[Stored data entries]

==============================

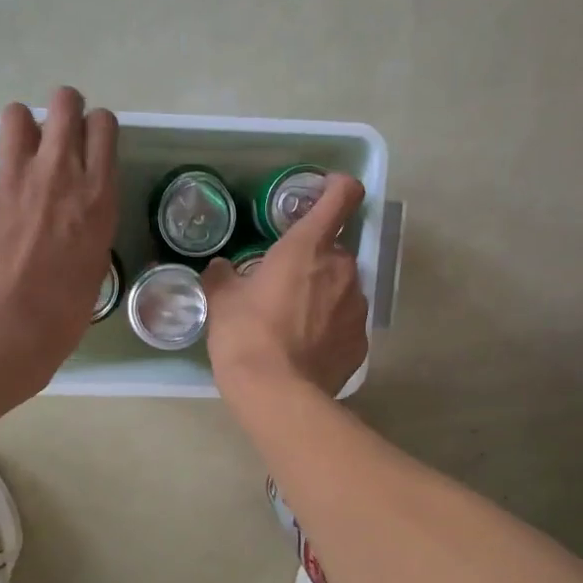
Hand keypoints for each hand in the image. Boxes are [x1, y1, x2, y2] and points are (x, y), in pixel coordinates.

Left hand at [0, 87, 118, 393]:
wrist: (6, 327)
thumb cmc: (64, 308)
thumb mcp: (96, 256)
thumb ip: (89, 215)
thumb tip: (72, 202)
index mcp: (96, 193)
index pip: (102, 125)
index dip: (95, 129)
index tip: (89, 145)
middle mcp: (56, 171)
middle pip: (64, 102)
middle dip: (63, 111)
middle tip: (57, 136)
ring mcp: (11, 176)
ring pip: (16, 115)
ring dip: (23, 131)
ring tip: (21, 160)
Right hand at [204, 172, 368, 401]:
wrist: (277, 394)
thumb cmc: (246, 336)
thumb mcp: (222, 301)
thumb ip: (223, 276)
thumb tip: (221, 268)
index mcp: (308, 246)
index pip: (342, 196)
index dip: (337, 187)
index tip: (325, 192)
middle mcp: (343, 269)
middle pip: (335, 250)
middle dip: (315, 260)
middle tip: (285, 283)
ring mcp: (357, 307)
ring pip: (343, 288)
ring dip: (324, 295)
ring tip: (294, 324)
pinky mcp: (361, 343)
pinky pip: (346, 325)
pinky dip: (330, 329)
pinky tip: (307, 350)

==============================

• **Work to be completed**:
Write out all of the data above exactly, pictures excluded.

• **Answer space**:
Hand keypoints for each hand in the image. Boxes are [x1, y1, x2, y2] and points are (x, y), in pixel coordinates.

Left hand at [0, 87, 118, 393]:
wrist: (6, 327)
thumb cmc: (64, 308)
thumb mcp: (96, 256)
thumb ip: (89, 215)
thumb tip: (72, 202)
index mcp: (96, 193)
index pip: (102, 125)
index dip: (95, 129)
index tip: (89, 145)
middle mcp: (56, 171)
middle pip: (64, 102)
middle dip: (63, 111)
middle tip: (57, 136)
ring mcp: (11, 176)
ring pip: (16, 115)
ring dip: (23, 131)
ring tip: (21, 160)
Right hand at [204, 172, 368, 401]:
wrist: (277, 394)
thumb cmc: (246, 336)
thumb mcp: (222, 301)
thumb ip: (223, 276)
thumb tip: (221, 268)
index mcp: (308, 246)
index pip: (342, 196)
index dip: (337, 187)
index tip: (325, 192)
middle mcp: (343, 269)
middle pip: (335, 250)
middle dip: (315, 260)
middle tip: (285, 283)
ring mcp: (357, 307)
ring pip: (343, 288)
ring dip: (324, 295)
ring tip: (294, 324)
pinky mcp: (361, 343)
pinky pip: (346, 325)
pinky dip: (330, 329)
pinky tip: (307, 350)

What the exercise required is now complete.